As I move through these precious (and uncomfortable) last days of pregnancy, I’m full of a host of emotions (read: hormones). I’m equal parts excited and terrified. Yet the baseline I keep coming back to is gratitude…that is, on good days when I’ve gotten more than three or four hours of sleep the night before. I know, I know, welcome to my new impending reality.

Launching on this motherhood journey at 40 is many things, namely, humbling. So, I want to take a few minutes and share with you what I’ve learned from that place of vulnerability.

Don’t worry, you don’t have to be a mom, a woman, or 40 years old to identify with what I’m about to share. Hopefully though, you’re a person who longs for expansion and growth…or simply…more.

1) Peace isn’t the point

Before I lose you from the start, let me explain. When I meet with clients for the first time in my office, we go over a stack of paperwork. It’s standard, boring, yet helps provide structure, history, and goals for the work we’re about to dig into. Guess what the most common statement I read in that “goals section” is?

“To find more peace.”

And believe me, I get it.

Here’s the deal though. Expansion and growth are by nature uncomfortable. There’s a constant cycle of contract—release, or two steps forward—one step back, involved. In a literal sense, pregnancy is perhaps the most beautiful and frustrating example of this. As I sit and write this, the left side of my body is screaming at me. Twenty extra pounds, an aching back, swollen ankles, and blazing Nashville heat are anything but “peaceful” at nine months pregnant.

So why does the human race continue to multiply if what we really want is peace, yet the human experience is full of discomfort? I think it’s because we want something more than “peace” in a traditional sense. We want meaning. We want purpose. We want joy. If we equate peace with an absence of pain and healthy tension in our lives, we will merely exist to numb the movements of life itself.

Wakefulness requires perseverance. Only through that perseverance can we touch pure joy. Despite my longing for more shut-eye right now, joy can’t be experienced when we’re numb and asleep.

2) Direction matters

A very wise friend of mine gave me some good advice once when I was grappling with a big decision. He asked me this question: “If you choose this path, are you running towards desire or running away from fear?”

Mic drop, much? I told you, he is very wise.
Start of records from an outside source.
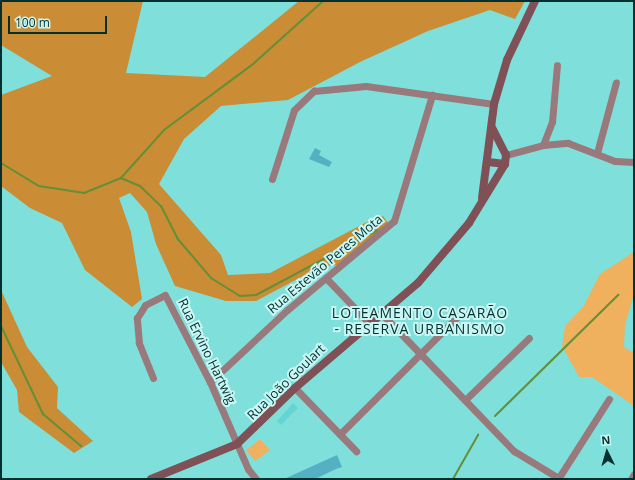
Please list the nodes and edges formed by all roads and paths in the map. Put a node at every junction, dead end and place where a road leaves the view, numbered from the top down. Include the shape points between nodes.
1 (535, 1) edge
2 (557, 65) dead end
3 (616, 82) dead end
4 (432, 95) junction
5 (494, 104) junction
6 (492, 128) junction
7 (543, 144) junction
8 (489, 153) junction
9 (597, 153) junction
10 (505, 156) junction
11 (488, 162) junction
12 (634, 162) edge
13 (272, 179) dead end
14 (481, 202) junction
15 (326, 278) junction
16 (462, 312) dead end
17 (381, 313) junction
18 (369, 323) junction
19 (529, 338) dead end
20 (420, 353) junction
21 (153, 378) dead end
22 (210, 382) junction
23 (295, 388) junction
24 (609, 399) dead end
25 (465, 400) junction
26 (340, 434) junction
27 (237, 444) junction
28 (356, 451) dead end
29 (634, 474) edge
30 (151, 479) edge
31 (256, 479) edge
32 (559, 479) edge
33 (631, 479) edge

1 - 5 street, Rua João Goulart via 507,60
2 - 7 street via 552,122
3 - 9 street
4 - 5 street
4 - 13 street via 366,86 331,87 314,91 294,110
4 - 15 street, Rua Estevão Peres Mota via 394,221
5 - 6 street, Rua João Goulart
6 - 8 street, Rua João Goulart
6 - 10 street
7 - 9 street via 568,143
7 - 10 street
8 - 10 street
8 - 11 street, Rua João Goulart
9 - 12 street via 616,161
10 - 11 street
10 - 14 street, Rua João Goulart
11 - 14 street, Rua João Goulart
14 - 17 street, Rua João Goulart via 450,248 418,283
15 - 18 street
15 - 22 street, Rua Estevão Peres Mota
16 - 20 street
17 - 18 street, Rua João Goulart
17 - 20 street
18 - 23 street, Rua João Goulart
19 - 25 street
20 - 25 street
20 - 26 street
21 - 22 street, Rua Ervino Hartwig via 139,343 137,318 155,298 168,297
22 - 27 street, Rua Ervino Hartwig
23 - 26 street
23 - 27 street, Rua João Goulart
24 - 32 street
25 - 32 street via 514,451
26 - 28 street
27 - 30 street, Rua João Goulart
27 - 31 street, Rua Ervino Hartwig
29 - 33 street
Comfortable in the controlled routines of my late 30’s life, I honestly could’ve been happy with or without kids. When I started down the fertility path a couple of years ago, I was always on the fence, unsure of how badly I wanted to disrupt the flow of a life that for the first time in many ways felt grounded—safe.
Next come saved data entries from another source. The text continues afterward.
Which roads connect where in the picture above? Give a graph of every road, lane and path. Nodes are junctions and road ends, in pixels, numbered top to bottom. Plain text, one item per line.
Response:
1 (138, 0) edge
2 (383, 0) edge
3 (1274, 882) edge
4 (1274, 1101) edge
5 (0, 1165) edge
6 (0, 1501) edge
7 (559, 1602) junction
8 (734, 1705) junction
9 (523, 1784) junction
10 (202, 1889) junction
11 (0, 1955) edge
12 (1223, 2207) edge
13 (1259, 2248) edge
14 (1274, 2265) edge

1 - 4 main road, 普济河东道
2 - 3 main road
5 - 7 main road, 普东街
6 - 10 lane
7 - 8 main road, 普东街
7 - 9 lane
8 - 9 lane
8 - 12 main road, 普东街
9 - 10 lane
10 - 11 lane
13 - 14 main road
With a history of depression and body image issues, I had finally come to a place of self-acceptance and regulation. Did I really want to chance all that and bring another human being into my mess? Did I really want my whole life to be turned upside down, even if the cause was something so sweet and beautiful as a precious child?
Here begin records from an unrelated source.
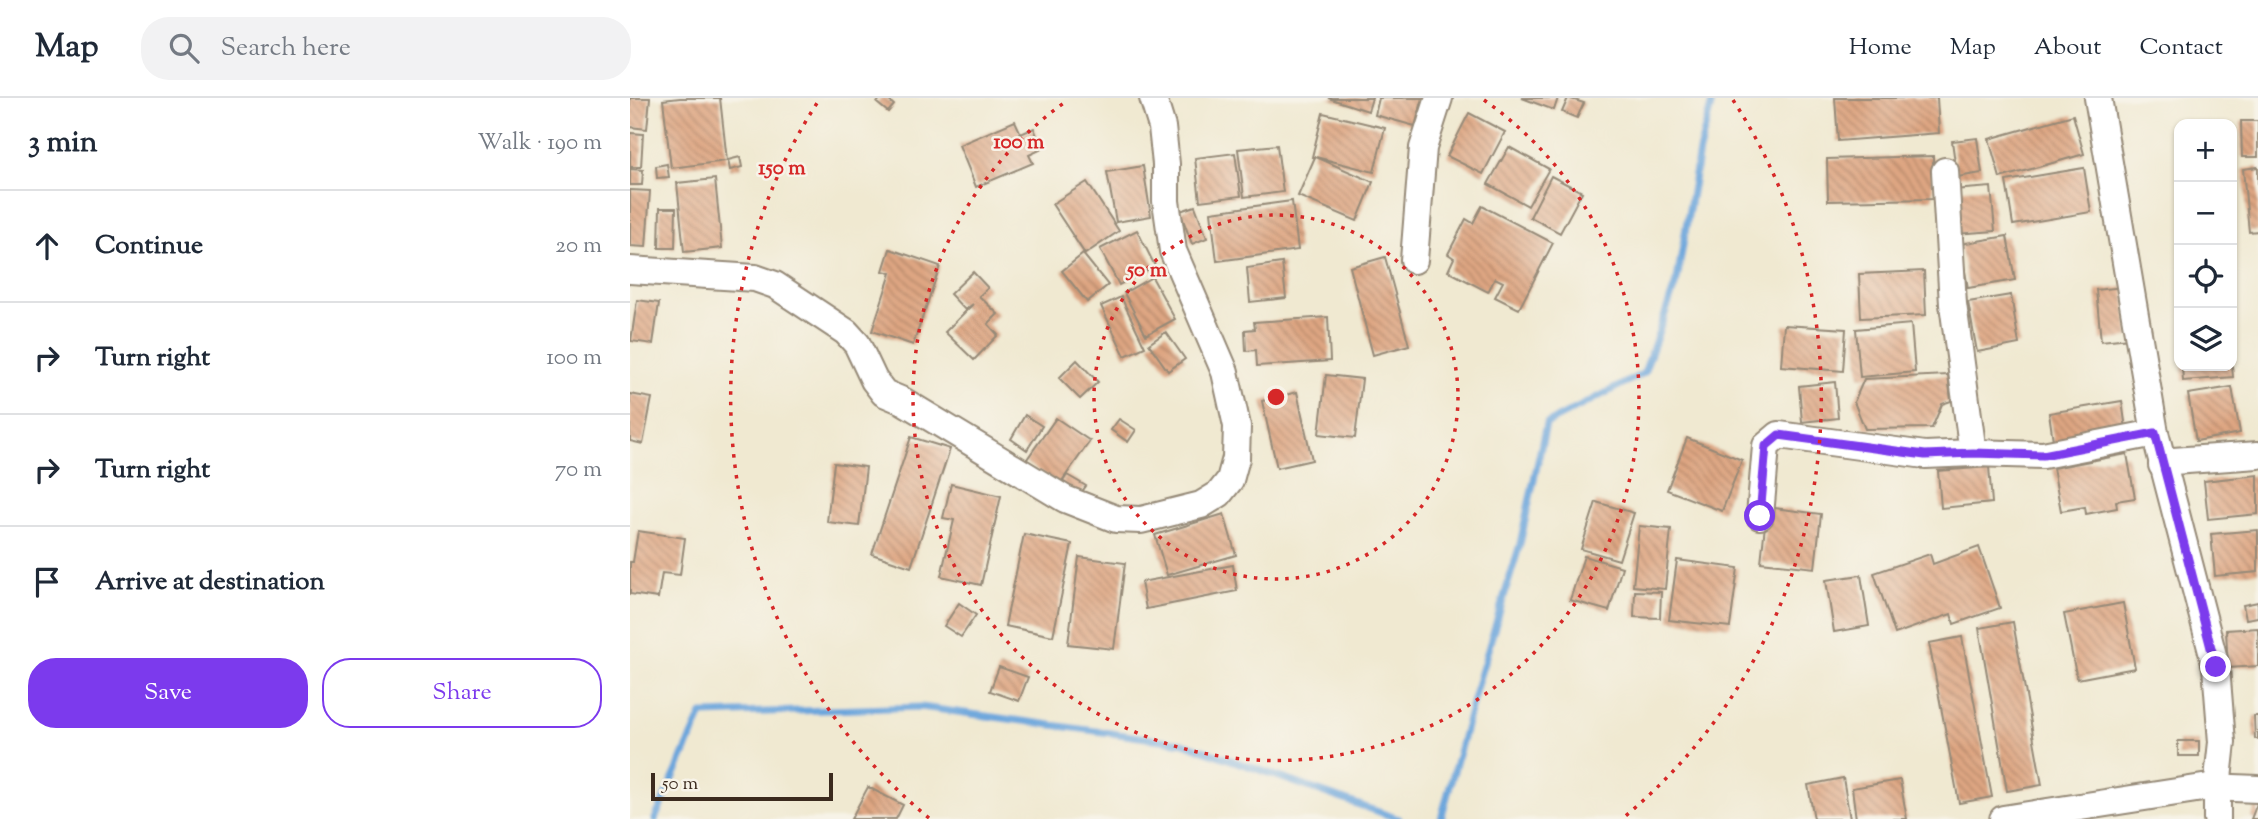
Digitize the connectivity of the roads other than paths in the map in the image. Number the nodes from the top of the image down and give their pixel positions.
1 (1153, 98) edge
2 (1439, 98) edge
3 (2098, 98) edge
4 (1945, 171) dead end
5 (1414, 260) dead end
6 (630, 270) edge
7 (2155, 433) junction
8 (1973, 453) junction
9 (2258, 455) edge
10 (2162, 465) junction
11 (1760, 516) dead end
12 (2217, 788) junction
13 (2258, 789) edge
14 (2003, 819) edge
15 (2217, 819) edge

1 - 6 street
2 - 5 street
3 - 7 street
4 - 8 street
7 - 8 street
7 - 10 street
8 - 11 street
9 - 10 street
10 - 12 street
12 - 13 street
12 - 14 street
12 - 15 street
I kept coming back to a resounding “yes.” That safety and control I thought I had was smoke and mirrors. It was really me just running away from fear.

I can’t wait to meet my son any day now. It still doesn’t seem real. Love is about to take on a whole new meaning and I can only imagine the ways it will continue to grow and humble me.

Desire is messy. Creation is also messy. Yet you and I were made to make stuff. Let’s be in this mess together and have something to write home about, yes?